WHAT TO DO: Repeat every record below, word for word.

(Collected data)
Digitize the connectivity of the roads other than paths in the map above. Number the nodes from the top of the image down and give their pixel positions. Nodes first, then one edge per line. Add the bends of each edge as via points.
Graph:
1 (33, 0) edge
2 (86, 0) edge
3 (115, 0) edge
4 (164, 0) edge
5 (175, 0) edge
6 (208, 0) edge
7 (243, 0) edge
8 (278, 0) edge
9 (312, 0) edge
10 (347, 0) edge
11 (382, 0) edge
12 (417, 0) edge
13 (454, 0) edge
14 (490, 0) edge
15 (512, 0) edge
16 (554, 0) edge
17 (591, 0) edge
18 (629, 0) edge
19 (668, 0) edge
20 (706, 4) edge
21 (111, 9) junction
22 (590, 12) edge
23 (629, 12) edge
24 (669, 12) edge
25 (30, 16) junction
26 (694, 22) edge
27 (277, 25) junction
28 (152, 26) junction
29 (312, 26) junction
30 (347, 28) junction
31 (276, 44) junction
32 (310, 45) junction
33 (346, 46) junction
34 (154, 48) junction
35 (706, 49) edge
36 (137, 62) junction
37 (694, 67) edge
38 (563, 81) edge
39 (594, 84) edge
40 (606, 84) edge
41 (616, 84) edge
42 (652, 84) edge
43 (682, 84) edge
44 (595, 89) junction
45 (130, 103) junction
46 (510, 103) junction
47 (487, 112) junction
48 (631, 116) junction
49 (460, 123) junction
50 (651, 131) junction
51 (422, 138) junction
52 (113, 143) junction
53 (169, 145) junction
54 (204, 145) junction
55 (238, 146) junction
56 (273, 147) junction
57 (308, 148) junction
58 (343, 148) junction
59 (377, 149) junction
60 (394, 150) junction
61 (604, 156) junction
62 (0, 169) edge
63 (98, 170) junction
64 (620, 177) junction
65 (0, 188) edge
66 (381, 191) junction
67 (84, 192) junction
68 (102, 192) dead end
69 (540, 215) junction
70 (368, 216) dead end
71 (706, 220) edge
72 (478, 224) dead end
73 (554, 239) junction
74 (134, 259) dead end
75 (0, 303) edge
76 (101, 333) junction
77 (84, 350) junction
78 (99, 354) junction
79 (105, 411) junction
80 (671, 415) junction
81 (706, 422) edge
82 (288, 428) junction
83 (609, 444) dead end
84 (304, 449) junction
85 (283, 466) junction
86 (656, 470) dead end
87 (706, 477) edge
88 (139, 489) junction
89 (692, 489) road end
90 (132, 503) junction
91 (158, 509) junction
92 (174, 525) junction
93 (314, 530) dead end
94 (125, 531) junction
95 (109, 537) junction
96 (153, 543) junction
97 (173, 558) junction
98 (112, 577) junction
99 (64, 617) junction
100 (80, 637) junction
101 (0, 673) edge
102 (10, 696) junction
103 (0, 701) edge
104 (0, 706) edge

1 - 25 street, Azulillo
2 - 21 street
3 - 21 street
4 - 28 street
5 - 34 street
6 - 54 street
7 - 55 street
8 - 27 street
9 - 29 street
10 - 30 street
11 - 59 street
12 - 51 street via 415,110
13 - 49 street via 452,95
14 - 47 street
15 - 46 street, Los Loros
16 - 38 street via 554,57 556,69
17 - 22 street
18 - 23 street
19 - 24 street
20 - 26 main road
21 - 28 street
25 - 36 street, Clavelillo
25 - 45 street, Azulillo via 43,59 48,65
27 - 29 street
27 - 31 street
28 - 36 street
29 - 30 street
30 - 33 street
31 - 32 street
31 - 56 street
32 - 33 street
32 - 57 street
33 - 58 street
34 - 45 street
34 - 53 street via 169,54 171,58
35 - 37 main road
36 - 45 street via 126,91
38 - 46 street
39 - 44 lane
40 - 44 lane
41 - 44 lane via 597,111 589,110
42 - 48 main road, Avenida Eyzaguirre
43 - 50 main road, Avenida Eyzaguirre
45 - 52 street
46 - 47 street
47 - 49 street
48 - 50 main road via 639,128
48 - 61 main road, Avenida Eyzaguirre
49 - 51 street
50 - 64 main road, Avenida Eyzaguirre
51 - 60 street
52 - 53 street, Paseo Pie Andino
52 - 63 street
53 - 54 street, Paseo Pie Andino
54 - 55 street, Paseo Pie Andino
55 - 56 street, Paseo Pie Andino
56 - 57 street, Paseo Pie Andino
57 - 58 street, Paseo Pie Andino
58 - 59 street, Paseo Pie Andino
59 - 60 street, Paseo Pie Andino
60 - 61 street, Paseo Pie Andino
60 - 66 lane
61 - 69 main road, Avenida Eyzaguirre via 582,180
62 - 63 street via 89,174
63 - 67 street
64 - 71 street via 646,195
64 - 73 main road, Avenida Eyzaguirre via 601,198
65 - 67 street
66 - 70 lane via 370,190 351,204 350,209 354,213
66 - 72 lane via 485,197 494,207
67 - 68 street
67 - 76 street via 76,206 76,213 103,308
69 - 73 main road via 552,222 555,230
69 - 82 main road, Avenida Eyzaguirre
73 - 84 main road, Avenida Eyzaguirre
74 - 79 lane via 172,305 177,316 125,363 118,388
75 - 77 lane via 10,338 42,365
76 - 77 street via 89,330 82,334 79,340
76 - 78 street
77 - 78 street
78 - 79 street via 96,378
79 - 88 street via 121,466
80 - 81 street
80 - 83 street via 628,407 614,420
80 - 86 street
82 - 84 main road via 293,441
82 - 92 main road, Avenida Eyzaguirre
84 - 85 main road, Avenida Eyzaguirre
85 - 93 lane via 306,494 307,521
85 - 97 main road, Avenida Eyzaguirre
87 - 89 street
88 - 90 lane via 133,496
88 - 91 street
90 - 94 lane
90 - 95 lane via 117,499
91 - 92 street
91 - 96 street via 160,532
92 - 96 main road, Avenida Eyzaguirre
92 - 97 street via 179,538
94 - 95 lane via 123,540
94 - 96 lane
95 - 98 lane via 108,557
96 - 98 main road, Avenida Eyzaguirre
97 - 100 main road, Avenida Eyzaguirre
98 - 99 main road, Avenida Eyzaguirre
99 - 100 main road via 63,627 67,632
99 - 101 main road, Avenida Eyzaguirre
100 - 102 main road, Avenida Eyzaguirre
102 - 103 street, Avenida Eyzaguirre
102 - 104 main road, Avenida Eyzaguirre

ANSWER BOX:
Digitize the connectivity of the roads other than paths in the map above. Number the nodes from the top of the image down and give their pixel positions. Nodes first, then one edge per line. Add the bends of each edge as via points.
Graph:
1 (33, 0) edge
2 (86, 0) edge
3 (115, 0) edge
4 (164, 0) edge
5 (175, 0) edge
6 (208, 0) edge
7 (243, 0) edge
8 (278, 0) edge
9 (312, 0) edge
10 (347, 0) edge
11 (382, 0) edge
12 (417, 0) edge
13 (454, 0) edge
14 (490, 0) edge
15 (512, 0) edge
16 (554, 0) edge
17 (591, 0) edge
18 (629, 0) edge
19 (668, 0) edge
20 (706, 4) edge
21 (111, 9) junction
22 (590, 12) edge
23 (629, 12) edge
24 (669, 12) edge
25 (30, 16) junction
26 (694, 22) edge
27 (277, 25) junction
28 (152, 26) junction
29 (312, 26) junction
30 (347, 28) junction
31 (276, 44) junction
32 (310, 45) junction
33 (346, 46) junction
34 (154, 48) junction
35 (706, 49) edge
36 (137, 62) junction
37 (694, 67) edge
38 (563, 81) edge
39 (594, 84) edge
40 (606, 84) edge
41 (616, 84) edge
42 (652, 84) edge
43 (682, 84) edge
44 (595, 89) junction
45 (130, 103) junction
46 (510, 103) junction
47 (487, 112) junction
48 (631, 116) junction
49 (460, 123) junction
50 (651, 131) junction
51 (422, 138) junction
52 (113, 143) junction
53 (169, 145) junction
54 (204, 145) junction
55 (238, 146) junction
56 (273, 147) junction
57 (308, 148) junction
58 (343, 148) junction
59 (377, 149) junction
60 (394, 150) junction
61 (604, 156) junction
62 (0, 169) edge
63 (98, 170) junction
64 (620, 177) junction
65 (0, 188) edge
66 (381, 191) junction
67 (84, 192) junction
68 (102, 192) dead end
69 (540, 215) junction
70 (368, 216) dead end
71 (706, 220) edge
72 (478, 224) dead end
73 (554, 239) junction
74 (134, 259) dead end
75 (0, 303) edge
76 (101, 333) junction
77 (84, 350) junction
78 (99, 354) junction
79 (105, 411) junction
80 (671, 415) junction
81 (706, 422) edge
82 (288, 428) junction
83 (609, 444) dead end
84 (304, 449) junction
85 (283, 466) junction
86 (656, 470) dead end
87 (706, 477) edge
88 (139, 489) junction
89 (692, 489) road end
90 (132, 503) junction
91 (158, 509) junction
92 (174, 525) junction
93 (314, 530) dead end
94 (125, 531) junction
95 (109, 537) junction
96 (153, 543) junction
97 (173, 558) junction
98 (112, 577) junction
99 (64, 617) junction
100 (80, 637) junction
101 (0, 673) edge
102 (10, 696) junction
103 (0, 701) edge
104 (0, 706) edge

1 - 25 street, Azulillo
2 - 21 street
3 - 21 street
4 - 28 street
5 - 34 street
6 - 54 street
7 - 55 street
8 - 27 street
9 - 29 street
10 - 30 street
11 - 59 street
12 - 51 street via 415,110
13 - 49 street via 452,95
14 - 47 street
15 - 46 street, Los Loros
16 - 38 street via 554,57 556,69
17 - 22 street
18 - 23 street
19 - 24 street
20 - 26 main road
21 - 28 street
25 - 36 street, Clavelillo
25 - 45 street, Azulillo via 43,59 48,65
27 - 29 street
27 - 31 street
28 - 36 street
29 - 30 street
30 - 33 street
31 - 32 street
31 - 56 street
32 - 33 street
32 - 57 street
33 - 58 street
34 - 45 street
34 - 53 street via 169,54 171,58
35 - 37 main road
36 - 45 street via 126,91
38 - 46 street
39 - 44 lane
40 - 44 lane
41 - 44 lane via 597,111 589,110
42 - 48 main road, Avenida Eyzaguirre
43 - 50 main road, Avenida Eyzaguirre
45 - 52 street
46 - 47 street
47 - 49 street
48 - 50 main road via 639,128
48 - 61 main road, Avenida Eyzaguirre
49 - 51 street
50 - 64 main road, Avenida Eyzaguirre
51 - 60 street
52 - 53 street, Paseo Pie Andino
52 - 63 street
53 - 54 street, Paseo Pie Andino
54 - 55 street, Paseo Pie Andino
55 - 56 street, Paseo Pie Andino
56 - 57 street, Paseo Pie Andino
57 - 58 street, Paseo Pie Andino
58 - 59 street, Paseo Pie Andino
59 - 60 street, Paseo Pie Andino
60 - 61 street, Paseo Pie Andino
60 - 66 lane
61 - 69 main road, Avenida Eyzaguirre via 582,180
62 - 63 street via 89,174
63 - 67 street
64 - 71 street via 646,195
64 - 73 main road, Avenida Eyzaguirre via 601,198
65 - 67 street
66 - 70 lane via 370,190 351,204 350,209 354,213
66 - 72 lane via 485,197 494,207
67 - 68 street
67 - 76 street via 76,206 76,213 103,308
69 - 73 main road via 552,222 555,230
69 - 82 main road, Avenida Eyzaguirre
73 - 84 main road, Avenida Eyzaguirre
74 - 79 lane via 172,305 177,316 125,363 118,388
75 - 77 lane via 10,338 42,365
76 - 77 street via 89,330 82,334 79,340
76 - 78 street
77 - 78 street
78 - 79 street via 96,378
79 - 88 street via 121,466
80 - 81 street
80 - 83 street via 628,407 614,420
80 - 86 street
82 - 84 main road via 293,441
82 - 92 main road, Avenida Eyzaguirre
84 - 85 main road, Avenida Eyzaguirre
85 - 93 lane via 306,494 307,521
85 - 97 main road, Avenida Eyzaguirre
87 - 89 street
88 - 90 lane via 133,496
88 - 91 street
90 - 94 lane
90 - 95 lane via 117,499
91 - 92 street
91 - 96 street via 160,532
92 - 96 main road, Avenida Eyzaguirre
92 - 97 street via 179,538
94 - 95 lane via 123,540
94 - 96 lane
95 - 98 lane via 108,557
96 - 98 main road, Avenida Eyzaguirre
97 - 100 main road, Avenida Eyzaguirre
98 - 99 main road, Avenida Eyzaguirre
99 - 100 main road via 63,627 67,632
99 - 101 main road, Avenida Eyzaguirre
100 - 102 main road, Avenida Eyzaguirre
102 - 103 street, Avenida Eyzaguirre
102 - 104 main road, Avenida Eyzaguirre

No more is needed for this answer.